On 08/06/15 16:28, Andrew Jones wrote:
> On Thu, Aug 06, 2015 at 04:19:18PM +0200, Marc Marí wrote:
>> On Thu, 6 Aug 2015 16:08:49 +0200
>> Andrew Jones <drjones@xxxxxxxxxx> wrote:
>>
>>> On Thu, Aug 06, 2015 at 01:03:07PM +0200, Marc Marí wrote:
>>>> Add fw_cfg DMA interface specfication in the fw_cfg documentation.
>>>>
>>>> Signed-off-by: Marc Marí <markmb@xxxxxxxxxx>
>>>> ---
>>>> Documentation/devicetree/bindings/arm/fw-cfg.txt | 36
>>>> ++++++++++++++++++++++++ 1 file changed, 36 insertions(+)
>>>>
>>>> diff --git a/Documentation/devicetree/bindings/arm/fw-cfg.txt
>>>> b/Documentation/devicetree/bindings/arm/fw-cfg.txt index
>>>> 953fb64..c880eec 100644 ---
>>>> a/Documentation/devicetree/bindings/arm/fw-cfg.txt +++
>>>> b/Documentation/devicetree/bindings/arm/fw-cfg.txt @@ -49,6 +49,41
>>>> @@ The guest kernel is not expected to use these registers
>>>> (although it is certainly allowed to); the device tree bindings are
>>>> documented here because this is where device tree bindings reside
>>>> in general. +Starting from revision 2, a DMA interface has also
>>>> been added.

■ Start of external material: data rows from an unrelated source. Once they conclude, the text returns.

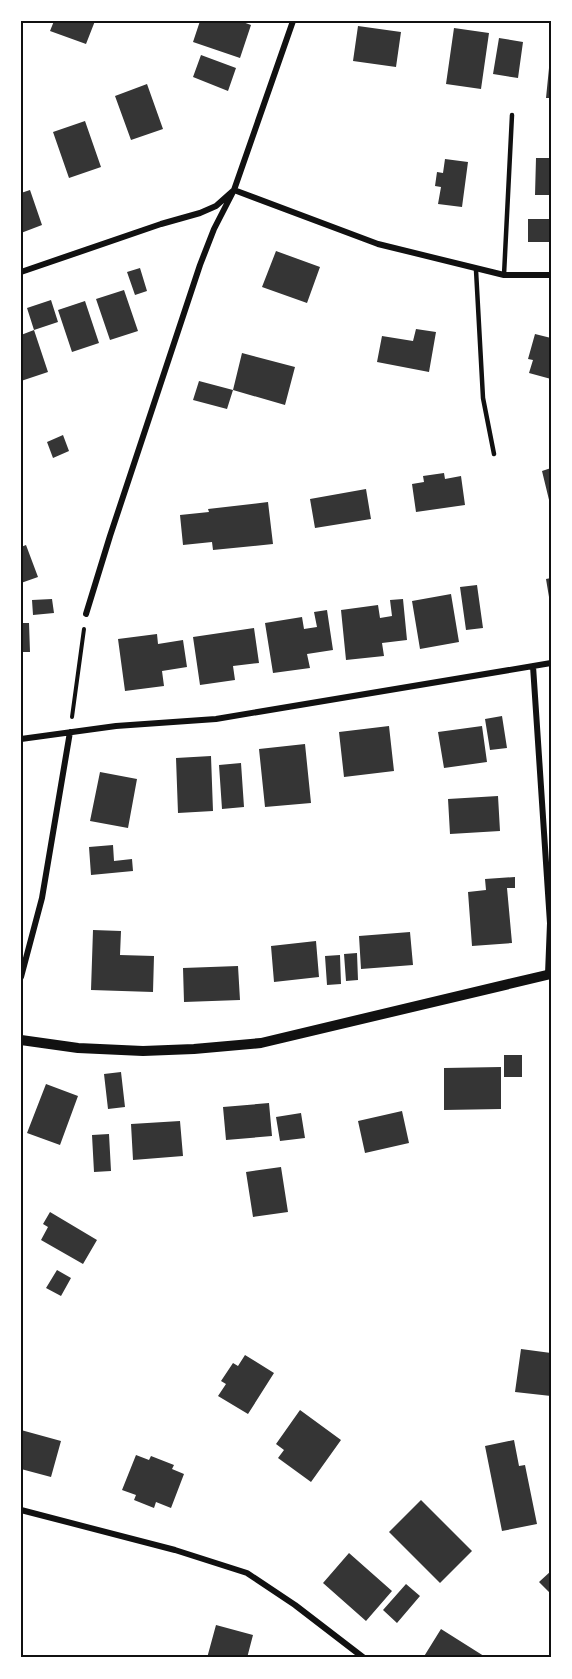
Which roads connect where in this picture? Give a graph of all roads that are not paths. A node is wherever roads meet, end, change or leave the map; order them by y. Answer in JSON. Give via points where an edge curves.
{"nodes":[{"id":1,"x":293,"y":21,"type":"edge"},
{"id":2,"x":512,"y":115,"type":"dead end"},
{"id":3,"x":234,"y":190,"type":"junction"},
{"id":4,"x":476,"y":270,"type":"junction"},
{"id":5,"x":21,"y":272,"type":"edge"},
{"id":6,"x":504,"y":275,"type":"junction"},
{"id":7,"x":551,"y":275,"type":"edge"},
{"id":8,"x":494,"y":454,"type":"dead end"},
{"id":9,"x":86,"y":614,"type":"road end"},
{"id":10,"x":551,"y":663,"type":"edge"},
{"id":11,"x":533,"y":666,"type":"junction"},
{"id":12,"x":70,"y":732,"type":"junction"},
{"id":13,"x":21,"y":739,"type":"edge"},
{"id":14,"x":550,"y":974,"type":"edge"},
{"id":15,"x":21,"y":977,"type":"edge"},
{"id":16,"x":21,"y":1040,"type":"edge"},
{"id":17,"x":21,"y":1510,"type":"edge"},
{"id":18,"x":364,"y":1658,"type":"edge"}],
"edges":[{"from":1,"to":3,"type":"street"},
{"from":2,"to":6,"type":"lane"},
{"from":3,"to":4,"type":"street","via":[[378,244]]},
{"from":3,"to":5,"type":"street","via":[[216,206],[200,213]]},
{"from":3,"to":9,"type":"street","via":[[200,265]]},
{"from":4,"to":6,"type":"street"},
{"from":4,"to":8,"type":"lane","via":[[483,398]]},
{"from":6,"to":7,"type":"street"},
{"from":10,"to":11,"type":"street"},
{"from":11,"to":12,"type":"street","via":[[216,719]]},
{"from":11,"to":14,"type":"street"},
{"from":12,"to":13,"type":"street"},
{"from":12,"to":15,"type":"street","via":[[42,898]]},
{"from":14,"to":16,"type":"street","via":[[261,1043],[143,1051]]},
{"from":17,"to":18,"type":"street","via":[[175,1550],[246,1573]]}]}
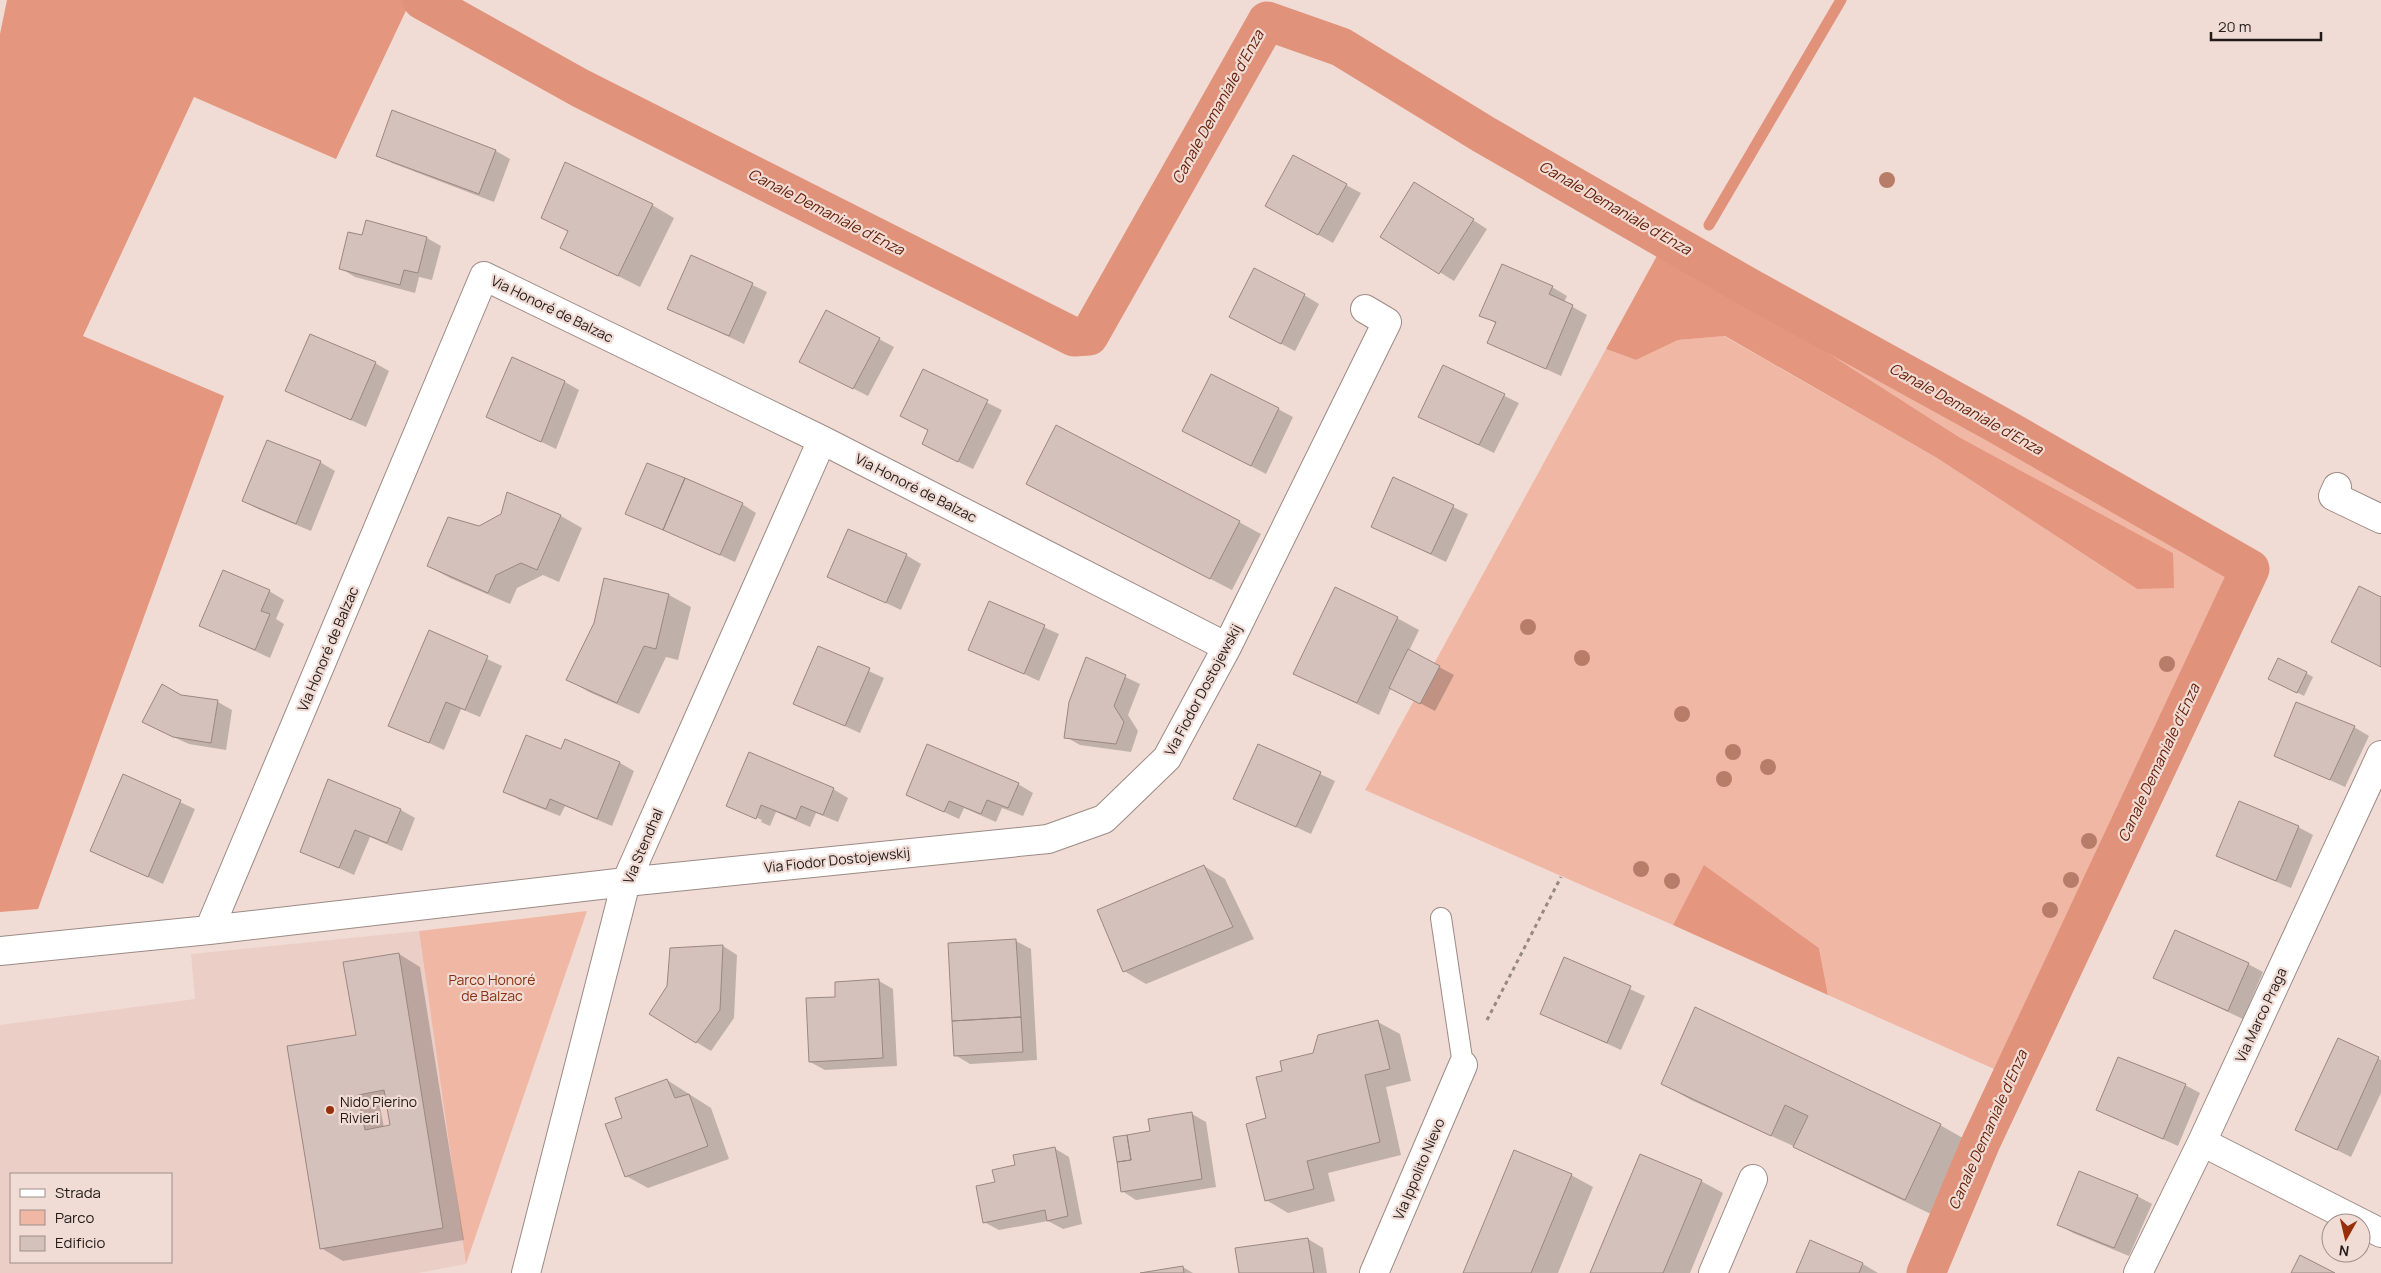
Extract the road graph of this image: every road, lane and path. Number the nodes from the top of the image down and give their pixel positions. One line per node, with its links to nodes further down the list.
1 (1365, 309): 5 (street, Via Fiodor Dostojewskij)
2 (822, 440): 5 (street, Via Honoré de Balzac); 8 (street, Via Stendhal); 10 (street, Via Honoré de Balzac)
3 (2337, 487): 4 (street)
4 (2381, 519)
5 (1227, 647): 8 (street, Via Fiodor Dostojewskij)
6 (2381, 755): 13 (street, Via Marco Praga)
7 (1561, 877): 12 (path)
8 (626, 882): 10 (street); 16 (street, Via Stendhal)
9 (1441, 918): 12 (lane)
10 (209, 930): 11 (street)
11 (7, 946)
12 (1463, 1065): 17 (street, Via Ippolito Nievo)
13 (2202, 1142): 15 (street); 19 (street, Via Marco Praga)
14 (1753, 1179): 18 (street)
15 (2381, 1233)
16 (526, 1273)
17 (1374, 1273)
18 (1713, 1273)
19 (2138, 1273)

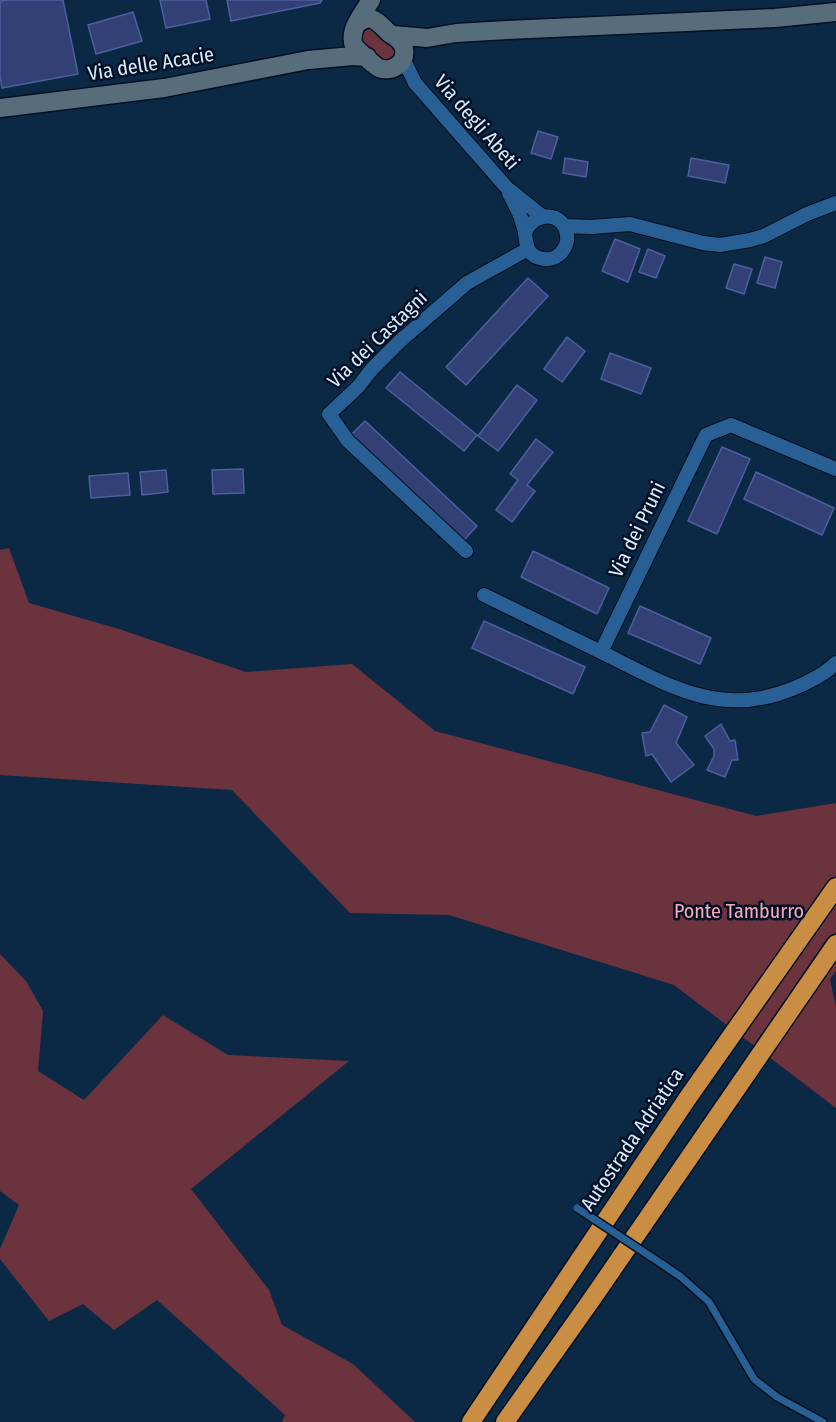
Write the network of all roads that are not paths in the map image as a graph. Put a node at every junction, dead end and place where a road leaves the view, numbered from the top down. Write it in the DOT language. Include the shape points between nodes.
graph roads {
  1 [pos="371,0"];
  2 [pos="379,0"];
  3 [pos="836,12"];
  4 [pos="355,27"];
  5 [pos="387,29"];
  6 [pos="427,38"];
  7 [pos="367,57"];
  8 [pos="308,60"];
  9 [pos="399,60"];
  10 [pos="0,108"];
  11 [pos="507,188"];
  12 [pos="836,203"];
  13 [pos="543,216"];
  14 [pos="564,226"];
  15 [pos="591,227"];
  16 [pos="525,233"];
  17 [pos="567,243"];
  18 [pos="528,249"];
  19 [pos="836,469"];
  20 [pos="466,551"];
  21 [pos="484,595"];
  22 [pos="601,652"];
  23 [pos="836,663"];
  24 [pos="836,886"];
  25 [pos="836,944"];
  26 [pos="578,1208"];
  27 [pos="471,1422"];
  28 [pos="505,1422"];
  29 [pos="823,1422"];
  1 -- 4 [label="street, Via delle Acacie"];
  2 -- 5 [label="street" via="378,12"];
  3 -- 6 [label="street" via="497,30"];
  4 -- 5 [label="street" via="371,19"];
  4 -- 7 [label="street" via="354,46"];
  4 -- 8 [label="street, Via delle Acacie" via="342,40"];
  5 -- 6 [label="street"];
  5 -- 9 [label="street" via="401,42"];
  6 -- 9 [label="street"];
  7 -- 8 [label="street, Via delle Acacie"];
  7 -- 9 [label="street" via="380,68"];
  8 -- 10 [label="street, Via delle Acacie" via="164,88"];
  9 -- 11 [label="street, Via degli Abeti"];
  11 -- 13 [label="street, Via degli Abeti"];
  11 -- 16 [label="street, Via degli Abeti"];
  12 -- 15 [label="street, Via degli Abeti" via="764,236 720,245 630,224"];
  13 -- 14 [label="street, Via degli Abeti" via="555,218"];
  13 -- 16 [label="street" via="531,222"];
  14 -- 15 [label="street, Via degli Abeti"];
  14 -- 17 [label="street"];
  15 -- 17 [label="street, Via degli Abeti"];
  16 -- 18 [label="street, Via degli Abeti"];
  17 -- 18 [label="street, Via degli Abeti" via="561,253 550,259 537,257"];
  18 -- 20 [label="street, Via dei Castagni" via="466,283 400,341 329,414 348,441"];
  19 -- 22 [label="street, Via dei Pruni" via="731,425 706,435"];
  21 -- 22 [label="street"];
  22 -- 23 [label="street" via="669,685 725,701 777,695 805,684"];
  24 -- 27 [label="highway, Autostrada Adriatica" via="687,1099"];
  25 -- 28 [label="highway"];
  26 -- 29 [label="lane, bridge" via="681,1277 709,1302 754,1379 777,1397"];
}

This can be used +through a write-only, 64-bit wide
>>>> address register. +
>>>> +In this register, a pointer to a FWCfgDmaAccess structure can be
>>>> written, in +big endian mode. This is the format of the
>>>> FWCfgDmaAccess structure:
>>> s/mode/format/
>>>> +
>>>> +typedef struct FWCfgDmaAccess {
>>>> + uint64_t address;
>>>> + uint32_t length;
>>>> + uint32_t control;
>>>> +} FWCfgDmaAccess;
>>>> +
>>>> +Once the address to this structure has been written, an DMA
>>>> operation is +started. If the "control" field has value 2, a read
>>>> operation will be performed. +"length" bytes for the current
>>>> selector and offset will be mapped into the +address specified by
>>>> the "address" field. +
>>>> +If the field "address" has value 0, the read is considered a skip,
>>>> and +the data is not copied anywhere, but the offset is still
>>>> incremented.
>>>
>>> So we can't DMA to address == 0? That might not generally be a good
>>> idea, but why limit ourselves? Can't we add another control input for
>>> skip instead? Actually, what inputs are accepted now? READ == 2,
>>> WRITE? ??
>>>
>>
>> Write was already disabled for PIO:
>>
>> static void fw_cfg_write(FWCfgState *s, uint8_t value)
>> {
>> /* nothing, write support removed in QEMU v2.4+ */
>> }
>>
>>>> +
>>>> +To check result, read the control register:
>>>> + error bit set -> something went wrong.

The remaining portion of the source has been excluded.